See Damerau-Levenshtein distance

## More…

We can think of another types of operations or weights, for example:

- deleting or inserting duplicate letter, like in
`mesage`

and`message`

can weight less - typical error - deleting or inserting letters in the start and end can weight more. To take into account cognitive effect which allows people to recognize scrambled words. See: Typoglycemia
- allow transposition with a distance

## Jaro similarity

$sim_{LCS}(FAREMVIEL, FARMVILLE) = 7 / 9 \approx 0.77$. But $lcs(FAREMVIEL, FARMVILLE)$ are `FARMVIL`

, `FARMVIE`

e.g. two different strings, but the same length. Jaro similarity improves LCS similarity by taking into account such situations. $sim_{Jaro}(FAREMVIEL, FARMVILLE) = 0.88$. `jaro_subsequence(FAREMVIEL, FARMVILLE)`

are `FARMVIEL`

are `FARMVILE`

. **TODO:** add Jaro to Ngrams, Qgrams, skip-grams, etc.

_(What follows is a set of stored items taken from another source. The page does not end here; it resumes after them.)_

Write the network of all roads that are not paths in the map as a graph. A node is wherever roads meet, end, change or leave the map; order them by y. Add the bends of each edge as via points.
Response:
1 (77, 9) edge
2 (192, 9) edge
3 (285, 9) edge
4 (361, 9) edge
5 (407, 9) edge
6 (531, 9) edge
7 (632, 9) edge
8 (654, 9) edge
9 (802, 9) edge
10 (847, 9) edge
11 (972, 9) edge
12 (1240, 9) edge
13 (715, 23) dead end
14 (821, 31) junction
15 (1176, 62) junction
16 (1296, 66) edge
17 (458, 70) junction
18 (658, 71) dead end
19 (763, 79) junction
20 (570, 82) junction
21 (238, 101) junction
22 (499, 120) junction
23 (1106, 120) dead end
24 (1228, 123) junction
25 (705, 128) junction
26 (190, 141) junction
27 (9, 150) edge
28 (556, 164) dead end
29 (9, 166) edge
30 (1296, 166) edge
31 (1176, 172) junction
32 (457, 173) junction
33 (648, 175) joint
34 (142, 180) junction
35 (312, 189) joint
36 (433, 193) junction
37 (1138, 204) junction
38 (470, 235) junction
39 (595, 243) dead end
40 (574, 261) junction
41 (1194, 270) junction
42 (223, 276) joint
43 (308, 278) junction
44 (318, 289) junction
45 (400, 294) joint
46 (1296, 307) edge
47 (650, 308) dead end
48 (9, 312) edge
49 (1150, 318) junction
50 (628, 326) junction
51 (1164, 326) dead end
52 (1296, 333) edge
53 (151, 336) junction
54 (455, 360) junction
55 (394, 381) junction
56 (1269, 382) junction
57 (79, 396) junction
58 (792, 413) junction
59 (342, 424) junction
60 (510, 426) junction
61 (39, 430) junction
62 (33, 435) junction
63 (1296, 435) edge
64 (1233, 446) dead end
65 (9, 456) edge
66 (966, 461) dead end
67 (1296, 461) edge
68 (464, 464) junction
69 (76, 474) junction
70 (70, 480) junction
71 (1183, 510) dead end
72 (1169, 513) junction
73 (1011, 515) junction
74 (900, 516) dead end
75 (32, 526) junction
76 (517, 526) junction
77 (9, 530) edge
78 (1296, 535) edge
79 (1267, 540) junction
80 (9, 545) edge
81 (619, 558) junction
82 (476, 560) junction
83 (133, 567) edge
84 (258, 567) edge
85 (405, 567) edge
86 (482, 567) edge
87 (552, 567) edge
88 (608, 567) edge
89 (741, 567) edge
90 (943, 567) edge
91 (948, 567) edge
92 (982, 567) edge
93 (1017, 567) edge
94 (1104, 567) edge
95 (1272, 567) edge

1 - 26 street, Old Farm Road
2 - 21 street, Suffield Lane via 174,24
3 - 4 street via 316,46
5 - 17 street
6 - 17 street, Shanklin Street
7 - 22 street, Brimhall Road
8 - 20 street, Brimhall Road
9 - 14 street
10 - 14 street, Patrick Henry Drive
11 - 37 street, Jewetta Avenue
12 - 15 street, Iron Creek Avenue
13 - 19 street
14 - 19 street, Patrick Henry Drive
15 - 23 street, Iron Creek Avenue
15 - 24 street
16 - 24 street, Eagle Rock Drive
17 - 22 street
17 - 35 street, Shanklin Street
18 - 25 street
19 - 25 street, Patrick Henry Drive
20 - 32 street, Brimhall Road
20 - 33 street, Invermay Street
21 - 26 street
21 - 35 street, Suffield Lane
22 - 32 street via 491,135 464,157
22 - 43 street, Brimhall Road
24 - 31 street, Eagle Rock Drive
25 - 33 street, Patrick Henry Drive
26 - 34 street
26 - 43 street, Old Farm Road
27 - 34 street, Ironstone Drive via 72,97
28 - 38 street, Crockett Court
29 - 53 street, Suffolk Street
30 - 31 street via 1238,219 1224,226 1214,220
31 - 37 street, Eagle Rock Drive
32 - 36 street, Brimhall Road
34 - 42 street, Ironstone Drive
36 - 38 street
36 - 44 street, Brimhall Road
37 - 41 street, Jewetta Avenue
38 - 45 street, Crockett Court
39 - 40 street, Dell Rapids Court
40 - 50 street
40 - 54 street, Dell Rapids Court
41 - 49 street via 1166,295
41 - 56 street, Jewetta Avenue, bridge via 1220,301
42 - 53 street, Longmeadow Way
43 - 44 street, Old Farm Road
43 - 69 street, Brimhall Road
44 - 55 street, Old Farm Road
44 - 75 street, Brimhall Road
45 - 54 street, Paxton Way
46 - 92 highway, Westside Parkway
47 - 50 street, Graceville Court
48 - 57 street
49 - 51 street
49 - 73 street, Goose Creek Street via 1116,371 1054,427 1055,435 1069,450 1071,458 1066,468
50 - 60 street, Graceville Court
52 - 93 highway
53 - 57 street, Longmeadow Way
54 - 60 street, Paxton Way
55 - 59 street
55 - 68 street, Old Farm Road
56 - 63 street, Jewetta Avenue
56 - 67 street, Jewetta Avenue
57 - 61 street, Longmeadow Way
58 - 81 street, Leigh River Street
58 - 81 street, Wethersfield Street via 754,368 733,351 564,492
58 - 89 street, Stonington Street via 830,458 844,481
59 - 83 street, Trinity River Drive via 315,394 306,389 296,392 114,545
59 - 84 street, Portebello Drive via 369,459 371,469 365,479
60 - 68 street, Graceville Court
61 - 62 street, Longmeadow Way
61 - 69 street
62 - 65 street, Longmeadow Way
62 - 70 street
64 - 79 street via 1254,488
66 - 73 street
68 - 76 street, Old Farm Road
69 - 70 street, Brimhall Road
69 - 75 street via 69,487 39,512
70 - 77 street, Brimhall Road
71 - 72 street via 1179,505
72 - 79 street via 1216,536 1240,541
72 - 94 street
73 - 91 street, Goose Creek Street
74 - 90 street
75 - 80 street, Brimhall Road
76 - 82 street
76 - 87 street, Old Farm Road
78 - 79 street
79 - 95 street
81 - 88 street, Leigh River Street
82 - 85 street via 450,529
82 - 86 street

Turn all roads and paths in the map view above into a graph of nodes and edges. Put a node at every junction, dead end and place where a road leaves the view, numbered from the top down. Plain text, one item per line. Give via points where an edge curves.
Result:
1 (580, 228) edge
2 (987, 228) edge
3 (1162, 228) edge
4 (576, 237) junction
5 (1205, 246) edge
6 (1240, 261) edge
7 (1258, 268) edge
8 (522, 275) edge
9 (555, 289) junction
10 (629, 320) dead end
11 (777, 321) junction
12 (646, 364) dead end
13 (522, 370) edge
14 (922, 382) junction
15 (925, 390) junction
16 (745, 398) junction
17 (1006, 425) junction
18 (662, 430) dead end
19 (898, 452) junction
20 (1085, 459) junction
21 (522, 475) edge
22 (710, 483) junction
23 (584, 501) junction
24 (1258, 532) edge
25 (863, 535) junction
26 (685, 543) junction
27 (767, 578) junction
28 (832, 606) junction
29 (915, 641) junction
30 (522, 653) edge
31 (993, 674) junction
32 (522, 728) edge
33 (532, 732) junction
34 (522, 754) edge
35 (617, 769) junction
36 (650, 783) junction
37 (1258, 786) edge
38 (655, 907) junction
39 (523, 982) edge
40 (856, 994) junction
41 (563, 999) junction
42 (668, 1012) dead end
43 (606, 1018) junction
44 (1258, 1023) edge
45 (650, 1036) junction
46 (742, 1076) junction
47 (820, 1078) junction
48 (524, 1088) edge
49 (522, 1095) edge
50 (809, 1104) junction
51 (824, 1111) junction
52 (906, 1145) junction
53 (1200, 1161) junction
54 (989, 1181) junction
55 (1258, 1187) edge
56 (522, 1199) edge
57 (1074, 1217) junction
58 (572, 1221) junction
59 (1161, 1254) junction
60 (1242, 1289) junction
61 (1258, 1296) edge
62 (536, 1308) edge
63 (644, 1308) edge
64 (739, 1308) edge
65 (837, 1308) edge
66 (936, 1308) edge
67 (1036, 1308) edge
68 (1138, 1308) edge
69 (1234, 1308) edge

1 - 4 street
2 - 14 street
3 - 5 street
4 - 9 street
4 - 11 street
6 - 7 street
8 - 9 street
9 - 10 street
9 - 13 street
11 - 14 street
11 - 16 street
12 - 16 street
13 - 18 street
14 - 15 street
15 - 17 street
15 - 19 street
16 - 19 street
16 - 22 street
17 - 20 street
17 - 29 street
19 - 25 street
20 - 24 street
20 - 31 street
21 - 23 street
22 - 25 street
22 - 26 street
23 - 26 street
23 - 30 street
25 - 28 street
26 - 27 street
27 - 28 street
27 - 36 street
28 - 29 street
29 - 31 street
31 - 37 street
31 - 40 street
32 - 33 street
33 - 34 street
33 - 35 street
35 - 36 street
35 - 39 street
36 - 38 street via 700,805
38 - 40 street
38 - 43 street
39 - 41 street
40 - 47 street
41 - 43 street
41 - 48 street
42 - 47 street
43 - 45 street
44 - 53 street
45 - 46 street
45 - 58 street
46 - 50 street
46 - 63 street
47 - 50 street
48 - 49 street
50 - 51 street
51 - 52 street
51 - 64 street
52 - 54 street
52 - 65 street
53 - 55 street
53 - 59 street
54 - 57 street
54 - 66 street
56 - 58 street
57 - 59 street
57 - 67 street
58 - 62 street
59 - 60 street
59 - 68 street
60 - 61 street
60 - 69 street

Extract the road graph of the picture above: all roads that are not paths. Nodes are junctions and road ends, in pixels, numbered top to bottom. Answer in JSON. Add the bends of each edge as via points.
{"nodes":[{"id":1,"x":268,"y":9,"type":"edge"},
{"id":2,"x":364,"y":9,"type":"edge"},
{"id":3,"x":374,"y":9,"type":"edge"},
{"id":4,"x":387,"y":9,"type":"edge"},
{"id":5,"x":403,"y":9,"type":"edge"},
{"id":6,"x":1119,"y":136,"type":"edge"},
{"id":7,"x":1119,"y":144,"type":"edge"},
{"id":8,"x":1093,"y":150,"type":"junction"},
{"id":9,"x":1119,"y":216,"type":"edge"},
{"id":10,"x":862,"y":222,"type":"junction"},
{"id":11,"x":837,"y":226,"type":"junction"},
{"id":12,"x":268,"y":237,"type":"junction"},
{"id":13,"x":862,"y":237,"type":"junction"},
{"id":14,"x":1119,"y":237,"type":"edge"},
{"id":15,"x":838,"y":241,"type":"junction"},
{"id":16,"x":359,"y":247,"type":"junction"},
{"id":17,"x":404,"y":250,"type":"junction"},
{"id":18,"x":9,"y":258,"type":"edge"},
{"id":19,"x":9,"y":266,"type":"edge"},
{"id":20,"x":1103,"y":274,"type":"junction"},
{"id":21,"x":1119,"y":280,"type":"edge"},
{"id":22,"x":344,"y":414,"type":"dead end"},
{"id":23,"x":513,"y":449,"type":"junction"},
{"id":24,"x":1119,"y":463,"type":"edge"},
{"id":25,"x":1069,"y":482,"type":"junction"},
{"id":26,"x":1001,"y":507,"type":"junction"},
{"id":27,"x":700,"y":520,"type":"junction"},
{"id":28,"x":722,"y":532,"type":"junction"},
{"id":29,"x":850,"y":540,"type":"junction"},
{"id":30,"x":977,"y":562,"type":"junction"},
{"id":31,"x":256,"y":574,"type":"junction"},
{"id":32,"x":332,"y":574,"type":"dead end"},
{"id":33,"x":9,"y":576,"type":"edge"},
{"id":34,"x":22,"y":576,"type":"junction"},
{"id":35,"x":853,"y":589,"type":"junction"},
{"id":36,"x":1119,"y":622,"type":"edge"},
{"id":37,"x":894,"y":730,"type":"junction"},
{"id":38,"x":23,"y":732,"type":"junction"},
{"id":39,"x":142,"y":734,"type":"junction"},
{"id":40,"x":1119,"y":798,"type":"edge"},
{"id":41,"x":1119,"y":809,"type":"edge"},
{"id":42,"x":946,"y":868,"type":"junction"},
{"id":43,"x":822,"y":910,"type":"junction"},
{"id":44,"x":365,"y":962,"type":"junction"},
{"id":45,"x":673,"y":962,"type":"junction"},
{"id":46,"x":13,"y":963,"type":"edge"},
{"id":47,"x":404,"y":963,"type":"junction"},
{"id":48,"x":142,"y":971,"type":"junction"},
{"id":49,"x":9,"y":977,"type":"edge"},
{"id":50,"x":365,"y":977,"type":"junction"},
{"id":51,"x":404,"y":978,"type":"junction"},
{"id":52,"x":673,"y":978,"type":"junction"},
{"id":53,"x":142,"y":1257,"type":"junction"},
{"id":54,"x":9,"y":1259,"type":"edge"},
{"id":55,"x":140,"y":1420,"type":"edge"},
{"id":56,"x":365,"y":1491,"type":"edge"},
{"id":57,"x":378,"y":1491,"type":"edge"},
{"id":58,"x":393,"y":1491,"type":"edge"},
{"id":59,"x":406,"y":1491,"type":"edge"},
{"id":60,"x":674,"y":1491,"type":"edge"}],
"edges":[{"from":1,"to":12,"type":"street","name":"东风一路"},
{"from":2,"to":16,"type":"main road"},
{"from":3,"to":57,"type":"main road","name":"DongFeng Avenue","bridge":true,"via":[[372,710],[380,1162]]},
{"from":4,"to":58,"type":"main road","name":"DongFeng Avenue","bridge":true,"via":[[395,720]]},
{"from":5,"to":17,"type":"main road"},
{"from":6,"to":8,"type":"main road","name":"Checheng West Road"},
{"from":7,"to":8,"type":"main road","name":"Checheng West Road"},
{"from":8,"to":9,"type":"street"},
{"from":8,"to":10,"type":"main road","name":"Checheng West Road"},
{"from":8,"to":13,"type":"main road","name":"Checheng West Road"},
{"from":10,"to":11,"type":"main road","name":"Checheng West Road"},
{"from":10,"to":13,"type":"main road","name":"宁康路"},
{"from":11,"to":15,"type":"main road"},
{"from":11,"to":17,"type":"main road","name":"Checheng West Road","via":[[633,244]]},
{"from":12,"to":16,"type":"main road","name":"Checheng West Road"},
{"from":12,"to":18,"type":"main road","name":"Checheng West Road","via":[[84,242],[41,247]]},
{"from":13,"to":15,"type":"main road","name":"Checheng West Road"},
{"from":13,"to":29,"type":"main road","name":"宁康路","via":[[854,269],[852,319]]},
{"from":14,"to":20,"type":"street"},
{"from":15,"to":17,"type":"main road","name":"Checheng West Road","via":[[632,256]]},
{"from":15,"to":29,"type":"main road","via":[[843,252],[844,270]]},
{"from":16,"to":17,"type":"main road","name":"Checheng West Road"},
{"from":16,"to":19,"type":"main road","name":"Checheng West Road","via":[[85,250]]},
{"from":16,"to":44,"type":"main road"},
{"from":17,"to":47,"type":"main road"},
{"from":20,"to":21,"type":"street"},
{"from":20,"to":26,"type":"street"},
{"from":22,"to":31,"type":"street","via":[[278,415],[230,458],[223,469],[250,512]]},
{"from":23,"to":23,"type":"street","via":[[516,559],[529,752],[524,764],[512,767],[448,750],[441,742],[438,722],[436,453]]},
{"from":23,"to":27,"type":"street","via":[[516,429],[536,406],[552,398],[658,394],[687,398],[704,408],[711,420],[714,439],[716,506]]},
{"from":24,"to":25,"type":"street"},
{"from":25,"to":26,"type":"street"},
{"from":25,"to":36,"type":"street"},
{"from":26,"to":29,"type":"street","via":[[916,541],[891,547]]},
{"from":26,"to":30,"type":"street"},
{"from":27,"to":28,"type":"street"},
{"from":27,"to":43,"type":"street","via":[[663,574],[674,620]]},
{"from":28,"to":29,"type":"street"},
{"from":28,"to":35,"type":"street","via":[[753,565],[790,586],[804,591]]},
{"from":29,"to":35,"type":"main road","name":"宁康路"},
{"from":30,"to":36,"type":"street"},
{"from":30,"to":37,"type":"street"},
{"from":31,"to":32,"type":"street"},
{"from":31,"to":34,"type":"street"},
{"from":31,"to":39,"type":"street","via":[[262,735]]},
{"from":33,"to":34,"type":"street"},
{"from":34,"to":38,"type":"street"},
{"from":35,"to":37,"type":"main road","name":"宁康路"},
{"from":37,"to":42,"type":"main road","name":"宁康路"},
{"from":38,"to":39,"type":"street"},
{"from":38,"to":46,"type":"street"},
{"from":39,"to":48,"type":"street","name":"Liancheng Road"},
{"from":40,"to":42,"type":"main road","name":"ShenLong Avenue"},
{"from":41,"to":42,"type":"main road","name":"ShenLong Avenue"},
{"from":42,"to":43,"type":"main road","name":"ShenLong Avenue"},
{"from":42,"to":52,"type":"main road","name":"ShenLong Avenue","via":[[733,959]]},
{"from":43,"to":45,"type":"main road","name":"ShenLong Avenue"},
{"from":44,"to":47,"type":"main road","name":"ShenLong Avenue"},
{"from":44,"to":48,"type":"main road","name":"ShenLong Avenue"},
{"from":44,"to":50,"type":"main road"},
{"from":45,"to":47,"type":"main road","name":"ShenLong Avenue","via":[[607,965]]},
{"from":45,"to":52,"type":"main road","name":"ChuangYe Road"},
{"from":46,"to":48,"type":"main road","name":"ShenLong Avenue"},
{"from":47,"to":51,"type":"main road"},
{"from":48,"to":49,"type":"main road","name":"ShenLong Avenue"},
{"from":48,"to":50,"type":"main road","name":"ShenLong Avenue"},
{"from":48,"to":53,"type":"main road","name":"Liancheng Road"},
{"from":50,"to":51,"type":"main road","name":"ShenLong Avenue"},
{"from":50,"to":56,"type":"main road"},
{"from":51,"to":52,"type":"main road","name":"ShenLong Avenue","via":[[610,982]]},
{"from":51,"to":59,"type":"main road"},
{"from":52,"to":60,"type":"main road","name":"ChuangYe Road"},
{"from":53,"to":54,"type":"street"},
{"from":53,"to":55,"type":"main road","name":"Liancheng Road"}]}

But Jaro similarity is not direct extension of LCS similarity, otherwise in the absence of transposition they would return the same value:

- $sim_{LCS}(test, east) = 3/4$
- $sim_{Jaro}(test, east) = 5/6$
- $sim_{Lev}(test, east) = 1/2$

See Jaro similarity

## Side note about empty string

Let’s denote empty string as $\varepsilon$ and operation of replacing one letter with another as $\delta(x, y)$ then:

- replacement operation would be $\delta(x,y)$
- delete operation would be $\delta(x,\varepsilon)$
- insert operation would be $\delta(\varepsilon, x)$
- and even transpose operation can be represented as $\delta(xy, yx)$

Which makes replacement operation only one required to calculate edit distance, but this is not a trditional point of view. Otherwise we would not have Hamming distance and LCS distance.

One more side idea: replacement can be viewed as insertion and deletion than we can get triangle inequality: $c(\delta(x,y)) \leq c(\delta(x, \varepsilon)) + c(\delta(\varepsilon, y))$ where $c$ is a cost of operation.

## Other combinations

Following “rule of product” we can come up with more imaginary edit distances (they may be not useful though)

delete | insert | substitute | transpose | |
---|---|---|---|---|

Unknown 1 | + | + | ||

Unknown 2 | + | + | + |